Not quite accurate.  The new reforms (Au Contact) balance the two Divisions with heavy, medium, and light formations.  The 2 x Heavy Brigades (2 and 7) along with the NATO/EU HQs they maintain are very much oriented towards "large scale conventional land war against a peer enemy."

Large scale conventional land war against a peer enemy.....

The French Army on the eve of the German attack in 1940 was commanded by General Maurice Gamelin with its headquarters in Vincennes, on the outskirts of Paris. It consisted of 117 divisions with 94 committed to the North-Eastern front of operations.
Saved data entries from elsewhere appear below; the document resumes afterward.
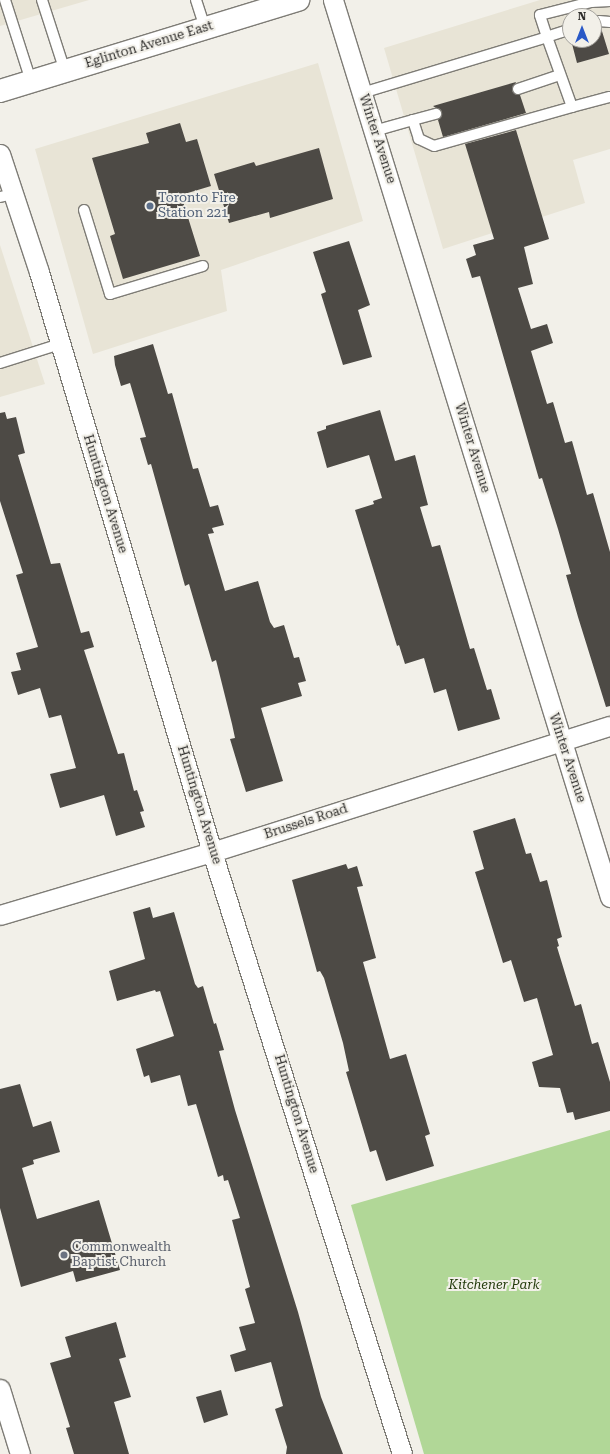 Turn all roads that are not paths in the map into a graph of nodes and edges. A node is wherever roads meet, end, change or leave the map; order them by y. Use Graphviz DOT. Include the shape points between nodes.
graph roads {
  1 [pos="5,0"];
  2 [pos="42,0"];
  3 [pos="196,0"];
  4 [pos="298,0"];
  5 [pos="333,0"];
  6 [pos="610,1"];
  7 [pos="205,28"];
  8 [pos="562,32"];
  9 [pos="547,37"];
  10 [pos="65,71"];
  11 [pos="560,75"];
  12 [pos="31,81"];
  13 [pos="518,89"];
  14 [pos="0,91"];
  15 [pos="362,92"];
  16 [pos="610,97"];
  17 [pos="572,107"];
  18 [pos="436,114"];
  19 [pos="413,120"];
  20 [pos="374,131"];
  21 [pos="0,154"];
  22 [pos="7,195"];
  23 [pos="84,210"];
  24 [pos="203,266"];
  25 [pos="60,344"];
  26 [pos="0,363"];
  27 [pos="610,726"];
  28 [pos="560,741"];
  29 [pos="212,852"];
  30 [pos="610,897"];
  31 [pos="0,915"];
  32 [pos="0,1389"];
  33 [pos="20,1454"];
  34 [pos="402,1454"];
  1 -- 12 [label="lane"];
  2 -- 10 [label="lane"];
  3 -- 7 [label="lane"];
  4 -- 7 [label="main road, Eglinton Avenue East"];
  5 -- 15 [label="street, Winter Avenue"];
  6 -- 9 [label="lane" via="591,2 540,15"];
  7 -- 10 [label="main road, Eglinton Avenue East"];
  8 -- 9 [label="lane"];
  9 -- 11 [label="lane"];
  9 -- 15 [label="lane"];
  10 -- 12 [label="main road, Eglinton Avenue East"];
  11 -- 13 [label="lane"];
  11 -- 17 [label="lane"];
  12 -- 14 [label="main road, Eglinton Avenue East"];
  15 -- 20 [label="street, Winter Avenue"];
  16 -- 17 [label="lane"];
  17 -- 19 [label="lane" via="434,146 419,139"];
  18 -- 19 [label="lane"];
  19 -- 20 [label="lane"];
  20 -- 28 [label="street, Winter Avenue"];
  21 -- 22 [label="street, Huntington Avenue"];
  22 -- 25 [label="street, Huntington Avenue"];
  23 -- 24 [label="lane" via="110,294"];
  25 -- 26 [label="lane"];
  25 -- 29 [label="street, Huntington Avenue"];
  27 -- 28 [label="street, Brussels Road"];
  28 -- 29 [label="street, Brussels Road"];
  28 -- 30 [label="street, Winter Avenue"];
  29 -- 31 [label="street, Brussels Road"];
  29 -- 34 [label="street, Huntington Avenue"];
  32 -- 33 [label="street"];
}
I keep hearing about this "large scale conventional land war against a peer enemy"  but when France goes from 117 Divs to 2 with a total of 2 Heavy Brigades,  when Russia has 33 Motor Rifle Brigades and a couple of Tank Divisions, all mostly equipped the same as they were in Brezhnev's day but with less than a million troops - when both Russia and China have to be concerned about the nonsense on the Korean peninsula - I am not really seeing much of a "large scale" tendency any where.
 
Chris Pook said:
Large scale conventional land war against a peer enemy.....

I keep hearing about this "large scale conventional land war against a peer enemy"  but when France goes from 117 Divs to 2 with a total of 2 Heavy Brigades,  when Russia has 33 Motor Rifle Brigades and a couple of Tank Divisions, all mostly equipped the same as they were in Brezhnev's day but with less than a million troops - when both Russia and China have to be concerned about the nonsense on the Korean peninsula - I am not really seeing much of a "large scale" tendency any where.

I see it the same way Chris Pook.  We keep talking about this large scale conventional war but all the signs point elsewhere and everyone seems to be downsizing, even the PLA.

Infanteer said:
That's one approach.  The leadership of Canada and the UK were saying that in the 1930s, and it didn't help them very much.  One could also argue that there is need for a respectable intervention element and the capability to raise and direct "large standing forces" so we're not forced to relearn things (at the cost of blood and treasure) if we need to mobilize again.

Or did it help them?  Operation Sea Lion never happened and the Germans were never even really close and most historians agree that it would have failed.  Stay the heck out of the continent has been the British way long before WWII and the proof is in the outcomes.